É expectável que as Forças Armadas tenham o devido preparo, prontidão e que estejam sempre em plantão. E nesta linha, fora as simulações e operações reais de guerra, é que se justifica que as Forças Armadas de um dado país saem em socorro, fora de fronteiras, em situações de calamidades naturais, operações de paz e similares. No fundo, uma oportunidade de demonstração de força e de dissuasão. Decerto, um ponto de reflexão, começando pela capacidade de operação doméstica das Forças Armadas moçambicanas cujos desafios e do país, em geral, deviam combinar e impulsionar, como estratégia e prioridade de desenvolvimento, o crescimento de uma robusta indústria nacional, porquanto as Forças Armadas demandam uma série de produtos e serviços e com proveitos significativos para a economia.
Um outro ponto e decorrente das linhas precedentes é o interesse nacional sobre o qual as Forças Armadas constituem uma das guardiãs, sobretudo, no concerto das nações. Não sei eu, até que ponto existe um consenso ou mesmo conhecimento, incluindo no seio dos principais órgãos de gestão do Estado, sobre o interesse nacional, enquanto conceito e também enquanto conteúdo para Moçambique.

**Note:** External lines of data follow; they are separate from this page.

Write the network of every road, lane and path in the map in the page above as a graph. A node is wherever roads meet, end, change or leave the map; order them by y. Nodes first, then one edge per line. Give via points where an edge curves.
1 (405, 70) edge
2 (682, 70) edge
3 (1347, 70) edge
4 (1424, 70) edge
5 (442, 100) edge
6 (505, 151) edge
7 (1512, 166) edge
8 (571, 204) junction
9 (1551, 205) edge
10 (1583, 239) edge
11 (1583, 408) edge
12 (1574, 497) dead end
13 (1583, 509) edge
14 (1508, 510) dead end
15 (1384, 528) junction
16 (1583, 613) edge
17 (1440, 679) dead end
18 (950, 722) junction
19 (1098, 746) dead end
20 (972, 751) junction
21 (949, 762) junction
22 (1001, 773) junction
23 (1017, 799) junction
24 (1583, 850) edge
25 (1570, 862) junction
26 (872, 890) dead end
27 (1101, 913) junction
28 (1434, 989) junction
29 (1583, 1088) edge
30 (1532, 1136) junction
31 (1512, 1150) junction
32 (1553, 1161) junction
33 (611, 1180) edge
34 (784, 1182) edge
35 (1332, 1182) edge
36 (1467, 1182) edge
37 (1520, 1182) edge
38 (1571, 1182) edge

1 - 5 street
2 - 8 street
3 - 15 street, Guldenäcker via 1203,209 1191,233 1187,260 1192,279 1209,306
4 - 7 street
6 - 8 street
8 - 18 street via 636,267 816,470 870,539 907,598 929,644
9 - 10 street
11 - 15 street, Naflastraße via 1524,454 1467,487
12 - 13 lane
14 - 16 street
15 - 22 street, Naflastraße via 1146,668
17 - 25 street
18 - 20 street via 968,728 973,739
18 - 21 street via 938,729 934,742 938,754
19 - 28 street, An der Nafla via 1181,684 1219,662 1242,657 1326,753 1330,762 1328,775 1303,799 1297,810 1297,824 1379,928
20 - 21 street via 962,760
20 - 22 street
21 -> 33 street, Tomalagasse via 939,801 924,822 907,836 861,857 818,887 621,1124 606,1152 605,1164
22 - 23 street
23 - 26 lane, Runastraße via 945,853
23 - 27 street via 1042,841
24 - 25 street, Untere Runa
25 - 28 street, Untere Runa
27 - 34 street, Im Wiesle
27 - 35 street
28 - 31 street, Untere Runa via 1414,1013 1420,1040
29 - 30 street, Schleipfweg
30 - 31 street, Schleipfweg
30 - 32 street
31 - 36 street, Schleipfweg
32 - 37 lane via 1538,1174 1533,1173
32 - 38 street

A reflexão deste ponto impõe-se ainda por ser de natureza estratégica e um factor de mobilização da sociedade para os objectivos de desenvolvimento e de defesa do Estado.
Os programas de ajustamento estrutural, no quadro da ajuda externa, foram, em tempos recentes, a ovelha negra para que a Defesa Nacional não fosse uma prioridade e hoje, diante de uma nova, complexa e difusa conjuntura interna e do sistema internacional, tal já não faz sentido, se é que algum dia o fez. Aliás, à distância dos tempos do debate público na elaboração das duas gerações do PARPA (Plano de Acção para a Redução da Pobreza Absoluta) e ainda dos que correm, em relação às expectativas da indústria extractiva, questiono: do que vale o esforço nacional e internacional se as conquistas, de um dia para o outro, desmoronam num piscar de olhos. Obviamente, uma outra reflexão.

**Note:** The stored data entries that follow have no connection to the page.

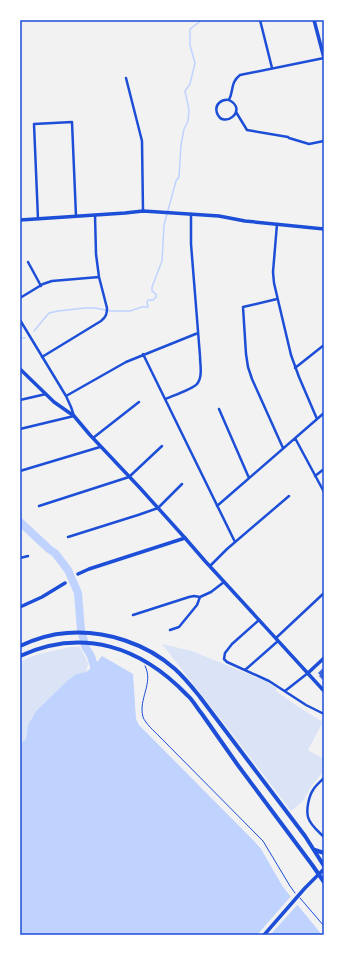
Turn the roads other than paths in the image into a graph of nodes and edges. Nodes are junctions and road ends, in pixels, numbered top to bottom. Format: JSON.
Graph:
{"nodes":[{"id":1,"x":260,"y":20,"type":"edge"},
{"id":2,"x":314,"y":20,"type":"edge"},
{"id":3,"x":324,"y":58,"type":"edge"},
{"id":4,"x":272,"y":68,"type":"junction"},
{"id":5,"x":126,"y":78,"type":"dead end"},
{"id":6,"x":229,"y":100,"type":"junction"},
{"id":7,"x":236,"y":112,"type":"junction"},
{"id":8,"x":324,"y":141,"type":"edge"},
{"id":9,"x":143,"y":211,"type":"junction"},
{"id":10,"x":191,"y":214,"type":"junction"},
{"id":11,"x":95,"y":215,"type":"junction"},
{"id":12,"x":76,"y":216,"type":"junction"},
{"id":13,"x":38,"y":219,"type":"junction"},
{"id":14,"x":20,"y":220,"type":"edge"},
{"id":15,"x":277,"y":224,"type":"junction"},
{"id":16,"x":324,"y":229,"type":"edge"},
{"id":17,"x":28,"y":262,"type":"dead end"},
{"id":18,"x":98,"y":277,"type":"junction"},
{"id":19,"x":41,"y":286,"type":"junction"},
{"id":20,"x":20,"y":298,"type":"edge"},
{"id":21,"x":278,"y":299,"type":"junction"},
{"id":22,"x":20,"y":320,"type":"edge"},
{"id":23,"x":198,"y":333,"type":"junction"},
{"id":24,"x":324,"y":345,"type":"edge"},
{"id":25,"x":143,"y":354,"type":"junction"},
{"id":26,"x":42,"y":357,"type":"junction"},
{"id":27,"x":295,"y":368,"type":"junction"},
{"id":28,"x":20,"y":369,"type":"edge"},
{"id":29,"x":46,"y":394,"type":"junction"},
{"id":30,"x":66,"y":396,"type":"junction"},
{"id":31,"x":20,"y":400,"type":"edge"},
{"id":32,"x":165,"y":400,"type":"junction"},
{"id":33,"x":140,"y":402,"type":"dead end"},
{"id":34,"x":218,"y":409,"type":"dead end"},
{"id":35,"x":324,"y":413,"type":"edge"},
{"id":36,"x":74,"y":416,"type":"junction"},
{"id":37,"x":318,"y":419,"type":"junction"},
{"id":38,"x":20,"y":429,"type":"edge"},
{"id":39,"x":93,"y":438,"type":"junction"},
{"id":40,"x":295,"y":438,"type":"junction"},
{"id":41,"x":162,"y":446,"type":"dead end"},
{"id":42,"x":100,"y":447,"type":"junction"},
{"id":43,"x":283,"y":448,"type":"junction"},
{"id":44,"x":324,"y":468,"type":"edge"},
{"id":45,"x":20,"y":471,"type":"edge"},
{"id":46,"x":315,"y":476,"type":"junction"},
{"id":47,"x":129,"y":477,"type":"junction"},
{"id":48,"x":249,"y":478,"type":"junction"},
{"id":49,"x":182,"y":484,"type":"dead end"},
{"id":50,"x":324,"y":492,"type":"edge"},
{"id":51,"x":290,"y":496,"type":"dead end"},
{"id":52,"x":39,"y":506,"type":"dead end"},
{"id":53,"x":217,"y":506,"type":"junction"},
{"id":54,"x":158,"y":508,"type":"junction"},
{"id":55,"x":68,"y":537,"type":"dead end"},
{"id":56,"x":185,"y":538,"type":"junction"},
{"id":57,"x":234,"y":542,"type":"junction"},
{"id":58,"x":28,"y":556,"type":"dead end"},
{"id":59,"x":20,"y":558,"type":"edge"},
{"id":60,"x":210,"y":566,"type":"junction"},
{"id":61,"x":78,"y":574,"type":"dead end"},
{"id":62,"x":224,"y":582,"type":"junction"},
{"id":63,"x":65,"y":583,"type":"dead end"},
{"id":64,"x":324,"y":593,"type":"edge"},
{"id":65,"x":200,"y":597,"type":"junction"},
{"id":66,"x":20,"y":607,"type":"edge"},
{"id":67,"x":133,"y":615,"type":"dead end"},
{"id":68,"x":259,"y":620,"type":"junction"},
{"id":69,"x":170,"y":630,"type":"dead end"},
{"id":70,"x":277,"y":640,"type":"junction"},
{"id":71,"x":20,"y":646,"type":"edge"},
{"id":72,"x":20,"y":656,"type":"edge"},
{"id":73,"x":324,"y":658,"type":"edge"},
{"id":74,"x":245,"y":670,"type":"junction"},
{"id":75,"x":308,"y":673,"type":"junction"},
{"id":76,"x":285,"y":691,"type":"junction"},
{"id":77,"x":324,"y":691,"type":"edge"},
{"id":78,"x":324,"y":714,"type":"edge"},
{"id":79,"x":324,"y":778,"type":"edge"},
{"id":80,"x":324,"y":837,"type":"edge"},
{"id":81,"x":315,"y":850,"type":"junction"},
{"id":82,"x":324,"y":853,"type":"edge"},
{"id":83,"x":324,"y":867,"type":"edge"},
{"id":84,"x":319,"y":874,"type":"junction"},
{"id":85,"x":324,"y":882,"type":"edge"},
{"id":86,"x":264,"y":935,"type":"edge"}],
"edges":[{"from":1,"to":4,"type":"street"},
{"from":2,"to":3,"type":"main road"},
{"from":3,"to":4,"type":"street"},
{"from":4,"to":6,"type":"street"},
{"from":5,"to":9,"type":"street"},
{"from":6,"to":7,"type":"street"},
{"from":6,"to":7,"type":"street"},
{"from":7,"to":8,"type":"street"},
{"from":9,"to":10,"type":"main road"},
{"from":9,"to":11,"type":"main road"},
{"from":10,"to":15,"type":"main road"},
{"from":10,"to":23,"type":"street"},
{"from":11,"to":12,"type":"main road"},
{"from":11,"to":18,"type":"street"},
{"from":12,"to":13,"type":"main road"},
{"from":12,"to":13,"type":"street"},
{"from":13,"to":14,"type":"main road"},
{"from":15,"to":16,"type":"main road"},
{"from":15,"to":21,"type":"street"},
{"from":17,"to":19,"type":"street"},
{"from":18,"to":19,"type":"street"},
{"from":18,"to":26,"type":"street"},
{"from":19,"to":20,"type":"street"},
{"from":21,"to":27,"type":"street"},
{"from":21,"to":43,"type":"street"},
{"from":22,"to":26,"type":"street"},
{"from":23,"to":25,"type":"street"},
{"from":23,"to":32,"type":"street"},
{"from":24,"to":27,"type":"street"},
{"from":25,"to":30,"type":"street"},
{"from":25,"to":32,"type":"street"},
{"from":26,"to":30,"type":"street"},
{"from":27,"to":37,"type":"street"},
{"from":28,"to":29,"type":"main road"},
{"from":29,"to":31,"type":"street"},
{"from":29,"to":36,"type":"main road"},
{"from":30,"to":36,"type":"street"},
{"from":32,"to":53,"type":"street"},
{"from":33,"to":39,"type":"street"},
{"from":34,"to":48,"type":"street"},
{"from":35,"to":37,"type":"street"},
{"from":36,"to":38,"type":"street"},
{"from":36,"to":39,"type":"main road"},
{"from":37,"to":40,"type":"street"},
{"from":39,"to":42,"type":"main road"},
{"from":40,"to":43,"type":"street"},
{"from":40,"to":46,"type":"street"},
{"from":41,"to":47,"type":"street"},
{"from":42,"to":45,"type":"street"},
{"from":42,"to":47,"type":"main road"},
{"from":43,"to":48,"type":"street"},
{"from":44,"to":46,"type":"street"},
{"from":46,"to":50,"type":"street"},
{"from":47,"to":52,"type":"street"},
{"from":47,"to":54,"type":"main road"},
{"from":48,"to":53,"type":"street"},
{"from":49,"to":54,"type":"street"},
{"from":51,"to":57,"type":"street"},
{"from":53,"to":57,"type":"street"},
{"from":54,"to":55,"type":"street"},
{"from":54,"to":56,"type":"main road"},
{"from":56,"to":60,"type":"main road"},
{"from":56,"to":61,"type":"main road"},
{"from":57,"to":60,"type":"street"},
{"from":58,"to":59,"type":"street"},
{"from":60,"to":62,"type":"main road"},
{"from":62,"to":65,"type":"street"},
{"from":62,"to":68,"type":"main road"},
{"from":63,"to":66,"type":"main road"},
{"from":64,"to":70,"type":"street"},
{"from":65,"to":67,"type":"street"},
{"from":65,"to":69,"type":"street"},
{"from":68,"to":70,"type":"main road"},
{"from":68,"to":74,"type":"street"},
{"from":70,"to":74,"type":"street"},
{"from":70,"to":75,"type":"main road"},
{"from":71,"to":81,"type":"main road"},
{"from":72,"to":84,"type":"main road"},
{"from":73,"to":75,"type":"main road"},
{"from":74,"to":76,"type":"street"},
{"from":75,"to":76,"type":"street"},
{"from":75,"to":77,"type":"main road"},
{"from":76,"to":78,"type":"street"},
{"from":79,"to":80,"type":"street"},
{"from":81,"to":82,"type":"main road"},
{"from":81,"to":83,"type":"main road"},
{"from":83,"to":84,"type":"main road"},
{"from":84,"to":85,"type":"main road"},
{"from":84,"to":86,"type":"main road"}]}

Chegados aqui, sem que tenha esgotado, espero ter arrolado algumas notas susceptíveis de reflexão e passíveis de enriquecimento, entre elas, com as notas dos propósitos da fundamentação que nortearam a contratação das chamadas “dívidas ocultas”. Se agora, no final da leitura, o leitor concorda que urge um debate contínuo, abrangente e profundo sobre os assuntos de defesa do Estado constitui um bom ponto de partida cuja participação consubstancia uma sagrada e honrosa forma de cidadania.

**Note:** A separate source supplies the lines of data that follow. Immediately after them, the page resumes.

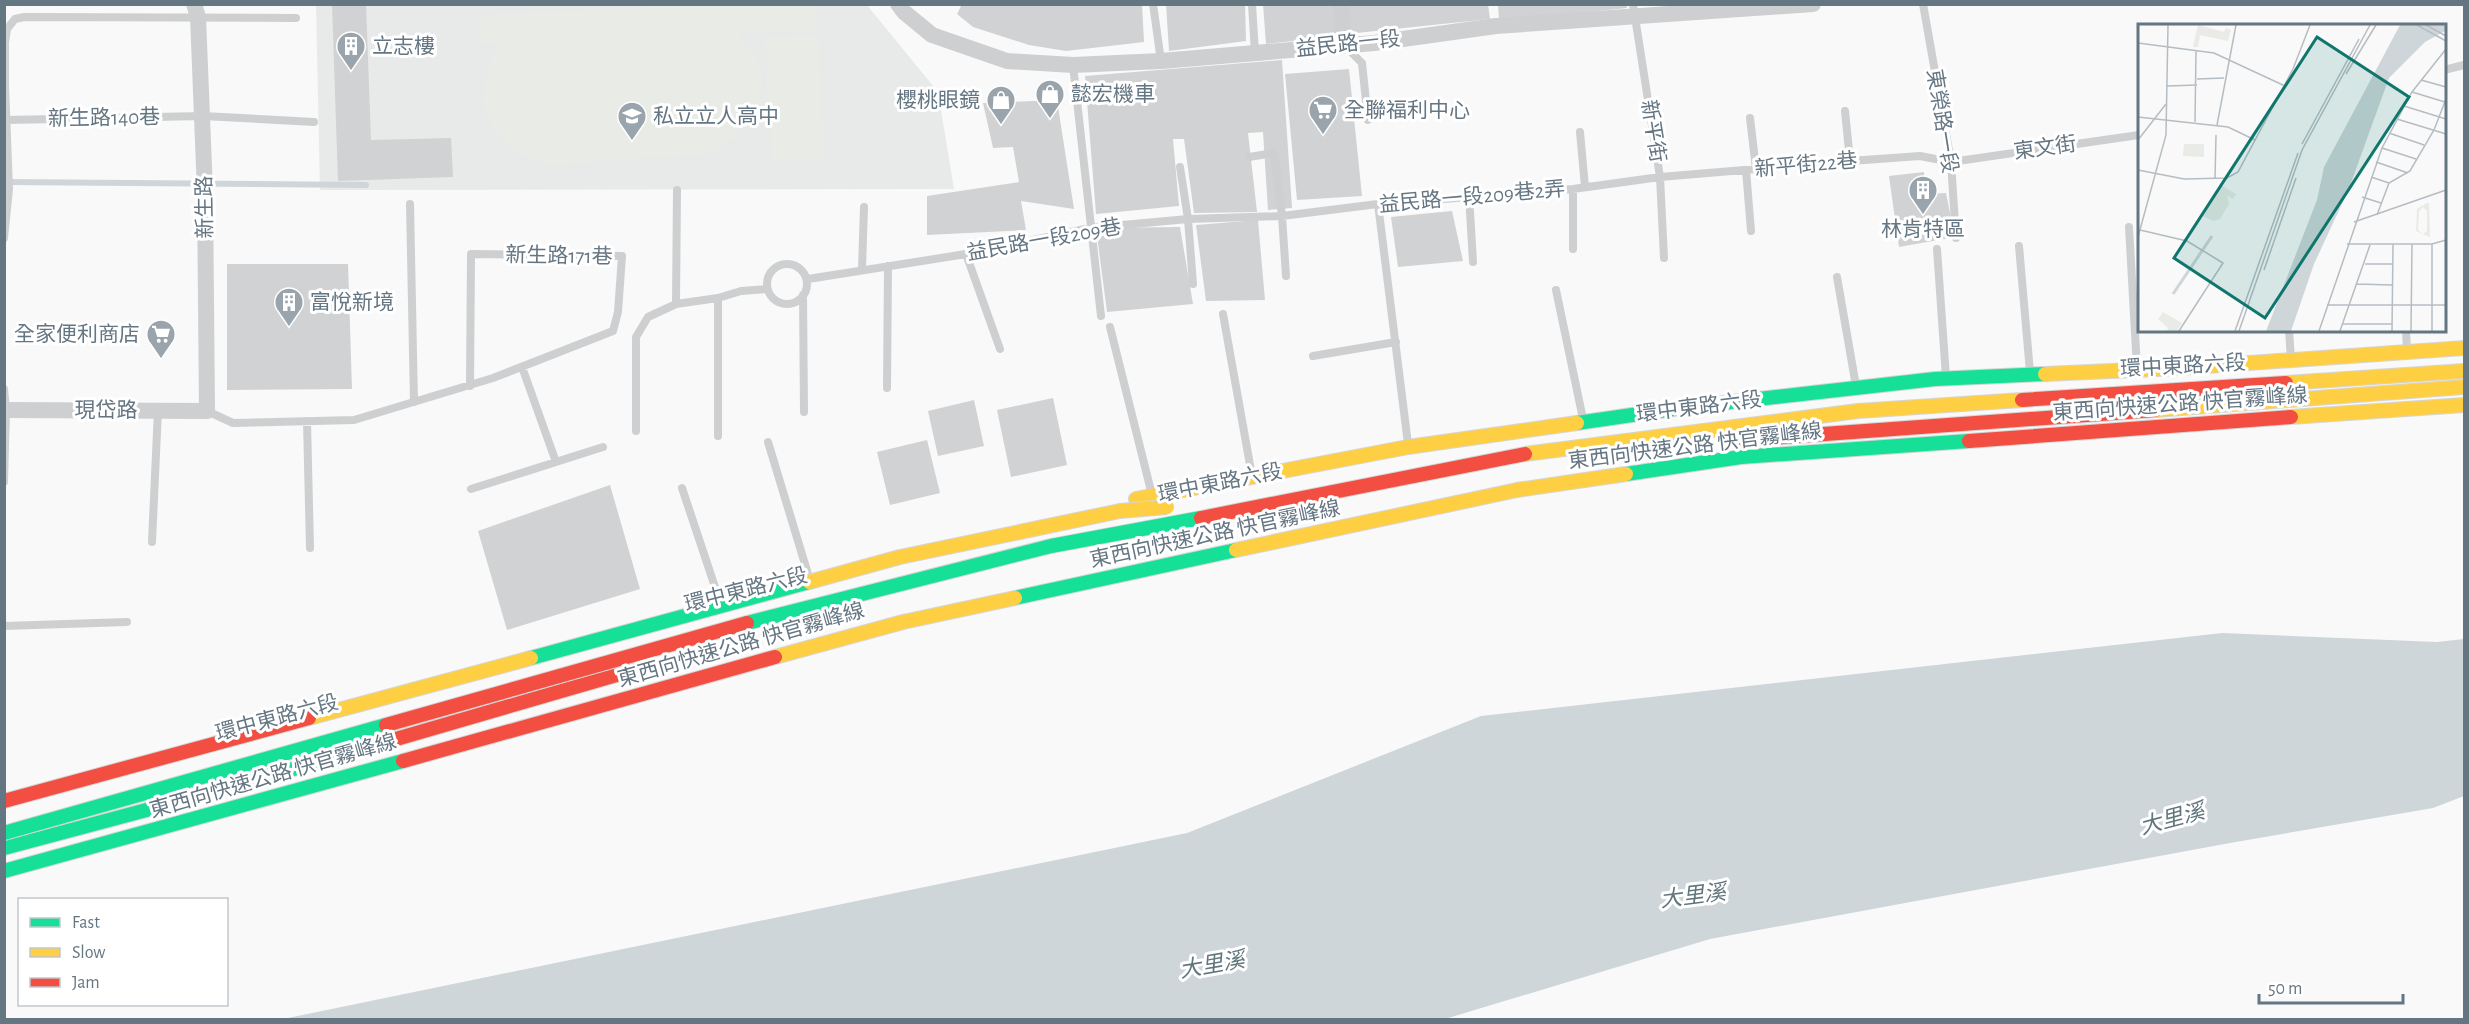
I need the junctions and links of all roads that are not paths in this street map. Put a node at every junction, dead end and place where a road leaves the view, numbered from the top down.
1 (898, 4) edge
2 (1153, 4) edge
3 (1252, 4) edge
4 (1341, 4) edge
5 (1813, 4) edge
6 (1923, 4) edge
7 (1767, 6) edge
8 (1634, 10) edge
9 (196, 11) edge
10 (296, 18) dead end
11 (1344, 45) junction
12 (1255, 53) junction
13 (1161, 61) junction
14 (1072, 65) junction
15 (2464, 65) edge
16 (2445, 70) edge
17 (4, 85) edge
18 (1845, 111) dead end
19 (203, 116) junction
20 (1750, 118) dead end
21 (6, 120) edge
22 (1368, 120) dead end
23 (314, 122) dead end
24 (1580, 132) dead end
25 (2138, 135) edge
26 (1249, 157) dead end
27 (1850, 161) junction
28 (1951, 162) junction
29 (1180, 167) dead end
30 (1756, 169) junction
31 (1746, 170) junction
32 (1660, 177) junction
33 (1585, 187) junction
34 (1573, 189) junction
35 (677, 190) dead end
36 (7, 191) edge
37 (1469, 195) junction
38 (410, 204) dead end
39 (1378, 204) junction
40 (864, 207) dead end
41 (1282, 216) junction
42 (1188, 219) junction
43 (2129, 227) dead end
44 (1090, 228) junction
45 (1751, 231) dead end
46 (4, 238) edge
47 (1956, 238) dead end
48 (2019, 246) dead end
49 (1573, 249) dead end
50 (1937, 249) dead end
51 (966, 254) junction
52 (1664, 258) dead end
53 (1473, 262) dead end
54 (888, 266) junction
55 (862, 270) junction
56 (1286, 276) dead end
57 (1837, 277) dead end
58 (808, 279) junction
59 (1193, 284) dead end
60 (767, 289) junction
61 (1556, 290) dead end
62 (803, 295) junction
63 (718, 298) junction
64 (676, 304) junction
65 (1223, 314) dead end
66 (1101, 316) dead end
67 (1110, 327) dead end
68 (2289, 332) edge
69 (2406, 332) edge
70 (1396, 342) junction
71 (2464, 348) edge
72 (1000, 349) dead end
73 (2407, 351) junction
74 (1312, 356) dead end
75 (2291, 360) junction
76 (522, 367) junction
77 (2137, 369) junction
78 (2464, 371) edge
79 (2030, 375) junction
80 (1946, 379) junction
81 (470, 386) junction
82 (2464, 387) edge
83 (887, 388) dead end
84 (1856, 388) junction
85 (4, 389) edge
86 (414, 402) junction
87 (2229, 403) junction
88 (2464, 405) edge
89 (5, 410) edge
90 (158, 411) junction
91 (207, 411) junction
92 (804, 412) dead end
93 (2464, 418) edge
94 (307, 421) junction
95 (1583, 422) junction
96 (636, 431) dead end
97 (718, 436) dead end
98 (768, 442) dead end
99 (603, 447) dead end
100 (1408, 447) junction
101 (1640, 453) dead end
102 (556, 462) junction
103 (1512, 471) dead end
104 (1252, 477) junction
105 (5, 479) edge
106 (682, 488) dead end
107 (471, 489) dead end
108 (1152, 496) junction
109 (1229, 513) junction
110 (152, 542) dead end
111 (930, 542) junction
112 (310, 549) dead end
113 (808, 574) junction
114 (943, 586) junction
115 (718, 596) junction
116 (127, 622) dead end
117 (4, 626) edge
118 (710, 648) dead end
119 (652, 665) dead end
120 (4, 791) edge
121 (4, 801) edge
122 (4, 833) edge
123 (4, 848) edge
124 (4, 871) edge

1 - 14 street, 益民路一段
2 - 13 lane
3 - 12 lane
4 - 11 street
5 - 7 street, 益民路一段
6 - 28 lane, 東榮路一段
7 - 8 street, 益民路一段
8 - 11 street, 益民路一段
8 - 32 lane, 新平街
9 - 10 lane
9 - 17 lane
9 - 19 street, 新生路
11 - 12 street, 益民路一段
11 - 22 lane
12 - 13 street, 益民路一段
13 - 14 street, 益民路一段
14 - 44 lane
15 - 16 lane
17 - 21 lane
18 - 27 lane
19 - 21 lane, 新生路140巷
19 - 23 lane, 新生路140巷
19 - 91 street, 新生路
20 - 30 lane
21 - 36 lane
24 - 33 lane
25 - 28 lane, 東文街
26 - 41 lane
27 - 28 lane, 新平街22巷
27 - 30 lane, 新平街22巷
28 - 47 lane, 東榮路一段
29 - 42 lane
30 - 31 lane, 新平街22巷
31 - 32 lane, 新平街22巷
31 - 45 lane
32 - 33 lane, 益民路一段209巷2弄
32 - 52 lane, 新平街
33 - 34 lane, 益民路一段209巷2弄
34 - 37 lane, 益民路一段209巷2弄
34 - 49 lane
35 - 64 lane
36 - 46 lane
37 - 39 lane, 益民路一段209巷2弄
37 - 53 lane
38 - 86 lane
39 - 41 lane, 益民路一段209巷2弄
39 - 70 lane
40 - 55 lane
41 - 42 lane, 益民路一段209巷
41 - 56 lane
42 - 44 lane, 益民路一段209巷
42 - 59 lane
43 - 77 lane
44 - 51 lane, 益民路一段209巷
44 - 66 lane
48 - 79 lane
50 - 80 lane
51 - 54 lane, 益民路一段209巷
51 - 72 lane
54 - 55 lane, 益民路一段209巷
54 - 83 lane
55 - 58 lane, 益民路一段209巷
57 - 84 lane
58 - 60 lane
58 - 62 lane
60 - 62 lane
60 - 63 lane
61 - 95 lane
62 - 92 lane
63 - 64 lane
63 - 97 lane
64 - 96 lane
65 - 104 lane
67 - 108 lane
68 - 75 lane
69 - 73 lane
70 - 74 lane
70 - 100 lane
71 - 73 main road, 環中東路六段
73 - 75 main road, 環中東路六段
75 - 77 main road, 環中東路六段
76 - 81 lane, 新生路171巷
76 - 81 lane, 新生路171巷
76 - 102 lane
77 - 79 main road, 環中東路六段
78 - 109 main road, 東西向快速公路 快官霧峰線, bridge
79 - 80 main road, 環中東路六段
80 - 84 main road, 環中東路六段
81 - 86 lane, 新生路171巷
82 - 87 main road, 環中東路六段
84 - 95 main road, 環中東路六段
85 - 89 lane
86 - 94 lane, 新生路171巷
87 - 93 street, 環中東路六段
87 - 101 main road, 環中東路六段
88 - 124 main road, 東西向快速公路 快官霧峰線, bridge
89 - 90 street, 現岱路
89 - 105 lane
90 - 91 street, 現岱路
90 - 110 lane
91 - 94 lane, 新生路171巷
94 - 112 lane
95 - 100 main road, 環中東路六段
98 - 113 lane
99 - 102 lane
100 - 104 main road, 環中東路六段
102 - 107 lane
103 - 114 main road, 環中東路六段
104 - 108 main road, 環中東路六段
106 - 115 lane
108 - 111 main road, 環中東路六段
109 - 121 main road, bridge
109 - 122 main road, 東西向快速公路 快官霧峰線, bridge
111 - 113 main road, 環中東路六段
111 - 114 main road
113 - 115 main road, 環中東路六段
114 - 118 main road, 環中東路六段
115 - 120 main road, 環中東路六段
116 - 117 lane
119 - 123 main road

A terminar, em jeito de despedida, uma deixa: as boas ideias/intenções sobre a defesa da soberania nacional e a integridade territorial devem ser traduzidas em discurso e pulso (militar). A metade – apenas o discurso – é inútil. Isto eu li algures, alguém debruçando sobre a necessidade imperativa e contínua do desenvolvimento da capacidade das Forças Armadas na afirmação da Defesa (da paz) Nacional e de sobrevivência do próprio Estado.